Para estas tarefas de estar em jogo o Estado conta com uma elite dirigente, com a Economia e com o aparelho de força. Se aqui existirem brechas ou menor adestramento, o Estado é vulnerável a ataques e falível nas suas decisões. Se contar com uma elite dirigente de vistas curtas, pior ainda porque esta faz de conta que não tem poder ou que tem muito, passando o bluff por realidade.
Neste esquemático desenho o mundo não é seguro porque está sempre em jogo e a qualquer momentos há jogadas inesperadas, que colhem de surpresa os outros, não lhes dando tempo para pensar e reagir racionalmente. É por isso que o facto tempo, que permite escolhas pensadas, não se pode aplicar, e antes é de prever que uma elite experimentada é mais importante que imbecis com graus académicos ínfimos.

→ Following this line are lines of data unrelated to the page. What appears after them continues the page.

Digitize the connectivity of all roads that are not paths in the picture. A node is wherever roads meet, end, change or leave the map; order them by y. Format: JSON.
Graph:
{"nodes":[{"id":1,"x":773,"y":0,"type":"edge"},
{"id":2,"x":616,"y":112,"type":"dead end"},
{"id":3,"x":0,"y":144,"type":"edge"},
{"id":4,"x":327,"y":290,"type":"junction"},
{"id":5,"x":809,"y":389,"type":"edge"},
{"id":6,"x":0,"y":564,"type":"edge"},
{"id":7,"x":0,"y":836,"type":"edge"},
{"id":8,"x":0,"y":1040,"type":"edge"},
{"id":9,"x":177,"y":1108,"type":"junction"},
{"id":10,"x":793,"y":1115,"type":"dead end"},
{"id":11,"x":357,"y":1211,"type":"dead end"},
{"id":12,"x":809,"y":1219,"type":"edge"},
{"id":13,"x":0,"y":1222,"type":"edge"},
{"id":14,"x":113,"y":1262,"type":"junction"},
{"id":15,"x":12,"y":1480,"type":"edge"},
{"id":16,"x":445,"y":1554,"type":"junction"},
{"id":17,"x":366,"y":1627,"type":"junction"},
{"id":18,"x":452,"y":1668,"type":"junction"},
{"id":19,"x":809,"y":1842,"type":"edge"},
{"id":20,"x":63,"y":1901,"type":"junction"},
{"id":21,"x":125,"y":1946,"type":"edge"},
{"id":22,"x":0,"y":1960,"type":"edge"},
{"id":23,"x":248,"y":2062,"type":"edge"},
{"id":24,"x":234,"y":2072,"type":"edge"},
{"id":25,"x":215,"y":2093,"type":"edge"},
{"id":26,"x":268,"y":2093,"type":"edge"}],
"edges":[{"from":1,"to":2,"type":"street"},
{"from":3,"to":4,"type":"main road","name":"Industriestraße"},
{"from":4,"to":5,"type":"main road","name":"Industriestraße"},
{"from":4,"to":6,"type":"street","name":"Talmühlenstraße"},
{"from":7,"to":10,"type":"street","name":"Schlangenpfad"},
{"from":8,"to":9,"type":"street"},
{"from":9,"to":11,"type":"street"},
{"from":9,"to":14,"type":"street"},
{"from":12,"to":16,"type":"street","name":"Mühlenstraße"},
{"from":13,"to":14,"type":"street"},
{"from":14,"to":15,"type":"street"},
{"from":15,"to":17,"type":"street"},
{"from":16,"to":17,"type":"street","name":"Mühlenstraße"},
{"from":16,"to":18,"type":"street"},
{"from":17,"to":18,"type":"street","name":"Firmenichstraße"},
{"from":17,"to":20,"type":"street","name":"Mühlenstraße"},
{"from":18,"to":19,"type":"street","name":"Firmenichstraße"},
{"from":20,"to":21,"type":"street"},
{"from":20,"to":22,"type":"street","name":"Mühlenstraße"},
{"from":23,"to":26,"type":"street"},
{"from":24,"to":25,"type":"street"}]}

Não admira as contradições em que cai a elite dirigente, as mentiras que produz, os enganos que logra impingir, porque ela própria é enganada nos centros que frequenta e intoxicada a tomar decisões a favor de outros planeadores. E a Europa não é diferente. Talvez seja um dos mais antigos espaços em que este jogo diplomático das relações internacionais se joga por inteiro. Dá.nos conta agora em 2011 Jacques Alain de Sédouy, antigo embaixador francês e representante em Bruxelas, de um pequeno jogo em que se considerou útil existir uma Europa. Trata esse tema no bem documentado livro "Aux Origines de L'Europe 1814-1914". O facto é que ninguém deu nada a ninguém porque se tratava de punir a França e repartir despojos. Mas a França, passados anos, já reentrava no jogo europeu com outro estatuto melhorado, que aquele que lhe deixara as aventuras pesadas de Napoleão Bonaparte.
Assim tudo indica que os Estados devem cuidar-se e não esperar dos outros aquilo que precisam com urgência. Este mundo não está fundado na Misericórdia Divina, mas na racionalidade e no realismo das decisões. Ninguém dá nada a ninguém. Note-se, mesmo dinheiro, como parecem pensar os portugueses. Hoje em dia não há crédito para pagar vícios de pobres. Isso só no Estado do Alasca. Quem quiser correr o risco, peça o visto e vá para lá."

António Marques Bessa
in O Diabo, n.º 1788, 5 de Abril de 2011.